Wine Connoisseurs 'Nosing' a Choice Market
A Rare Vintage, Indeed
Men or women, young or old, there are still a few things these amateur critics have in common—particularly the desire for exclusivity. According to Elizabeth Slater, marketing savant at In Short Direct Marketing, a direct marketing company that works with individual wineries and winery associations, that's the first key to reaching this market. Oenophiles "want what they can't have," she says. To reach them, she recommends her winery clients make "small amounts of high-quality wines and get the word out that the quality is high and availability is limited." Connoisseurs, Stephens readily agrees, "will spend large sums on the acquisition of high-end wines." If the offer is exclusive and limited, it affords prospects the chance to appear in-the-know by procuring it first.
Along the same lines as exclusivity is status. According to Project Genome, 20 percent of wine buyers are image seekers. To reach this group, make your offer stand out as something that could increase the prospect's status level.
Pair This Cabernet With the Camembert
So how do marketers weed out these hidden elite? "I don't think it's enough to apply simple demographic income, education, those kinds of overlays," says Boatright. "There has to be an affinity with wine there." Windsor Vineyards and International Wine Accessories do what she terms "traditional rentals." They focus on seasonal, gourmet food- and wine-related lists. Additionally, they participate in co-ops such as Abacus and NextAction, which easily can segment out individuals with an affinity for wine.
Slater says oenophiles do love their food. "Many," she says, "like to cook and pair good food with good wine," so related lists could prove effective in prospecting efforts. In addition, Greenberg suggests marketers might find success renting files related to specialty chocolates and even cigars.

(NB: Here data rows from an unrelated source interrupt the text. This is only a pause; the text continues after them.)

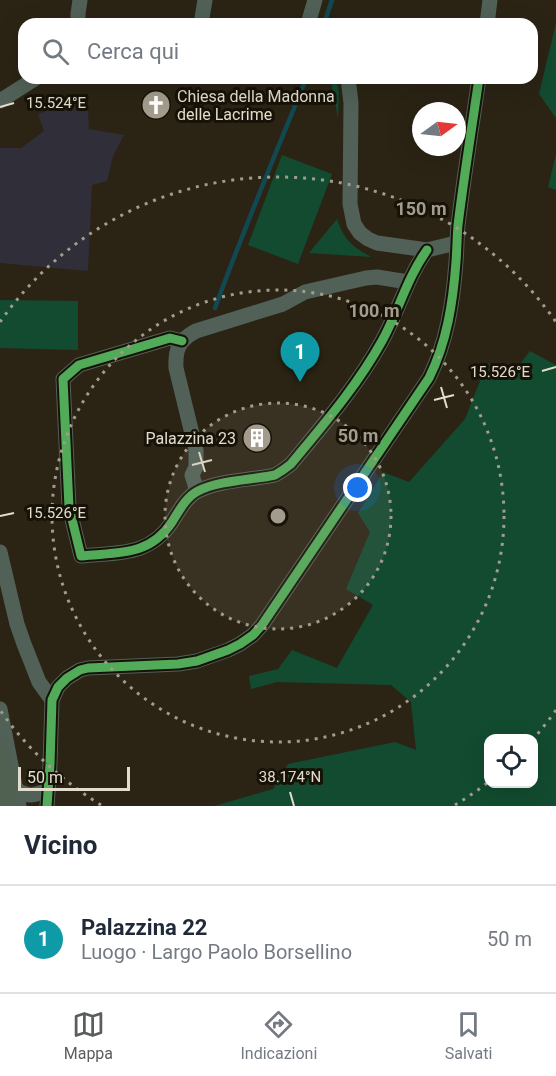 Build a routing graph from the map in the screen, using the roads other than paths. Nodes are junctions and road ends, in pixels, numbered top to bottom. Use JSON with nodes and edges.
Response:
{"nodes":[{"id":1,"x":80,"y":0,"type":"edge"},
{"id":2,"x":205,"y":0,"type":"edge"},
{"id":3,"x":315,"y":0,"type":"edge"},
{"id":4,"x":490,"y":0,"type":"edge"},
{"id":5,"x":78,"y":18,"type":"edge"},
{"id":6,"x":202,"y":18,"type":"edge"},
{"id":7,"x":310,"y":18,"type":"edge"},
{"id":8,"x":488,"y":18,"type":"edge"},
{"id":9,"x":27,"y":84,"type":"edge"},
{"id":10,"x":349,"y":84,"type":"edge"},
{"id":11,"x":478,"y":84,"type":"edge"},
{"id":12,"x":0,"y":101,"type":"edge"},
{"id":13,"x":456,"y":243,"type":"junction"},
{"id":14,"x":427,"y":250,"type":"junction"},
{"id":15,"x":408,"y":282,"type":"junction"},
{"id":16,"x":182,"y":341,"type":"junction"},
{"id":17,"x":197,"y":491,"type":"junction"},
{"id":18,"x":0,"y":552,"type":"edge"},
{"id":19,"x":51,"y":699,"type":"junction"},
{"id":20,"x":0,"y":710,"type":"edge"},
{"id":21,"x":0,"y":752,"type":"edge"},
{"id":22,"x":12,"y":798,"type":"edge"},
{"id":23,"x":48,"y":798,"type":"edge"},
{"id":24,"x":19,"y":806,"type":"edge"}],
"edges":[{"from":1,"to":5,"type":"street"},
{"from":2,"to":6,"type":"street"},
{"from":3,"to":7,"type":"street"},
{"from":4,"to":8,"type":"street"},
{"from":9,"to":12,"type":"street"},
{"from":10,"to":14,"type":"street"},
{"from":11,"to":13,"type":"street"},
{"from":13,"to":14,"type":"street"},
{"from":13,"to":19,"type":"street"},
{"from":14,"to":15,"type":"street"},
{"from":15,"to":16,"type":"street"},
{"from":15,"to":17,"type":"street"},
{"from":16,"to":17,"type":"street"},
{"from":16,"to":17,"type":"street"},
{"from":18,"to":19,"type":"street"},
{"from":19,"to":23,"type":"street"},
{"from":20,"to":22,"type":"street"},
{"from":21,"to":22,"type":"main road"},
{"from":22,"to":23,"type":"street"},
{"from":22,"to":24,"type":"street"}]}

Aside from segmentation and list rental, Windsor Vineyards and International Wine Accessories insert catalogs in Wine Spectator magazine. Specialty publications such as this are sought out as great places to advertise and for wineries to send samples for reviewing. A good review in Wine Spectator solidifies the product's image in the mind of wine connoisseurs. "Wineries rely on good reviews or scores to attract the wine connoisseurs to their brand," says Slater.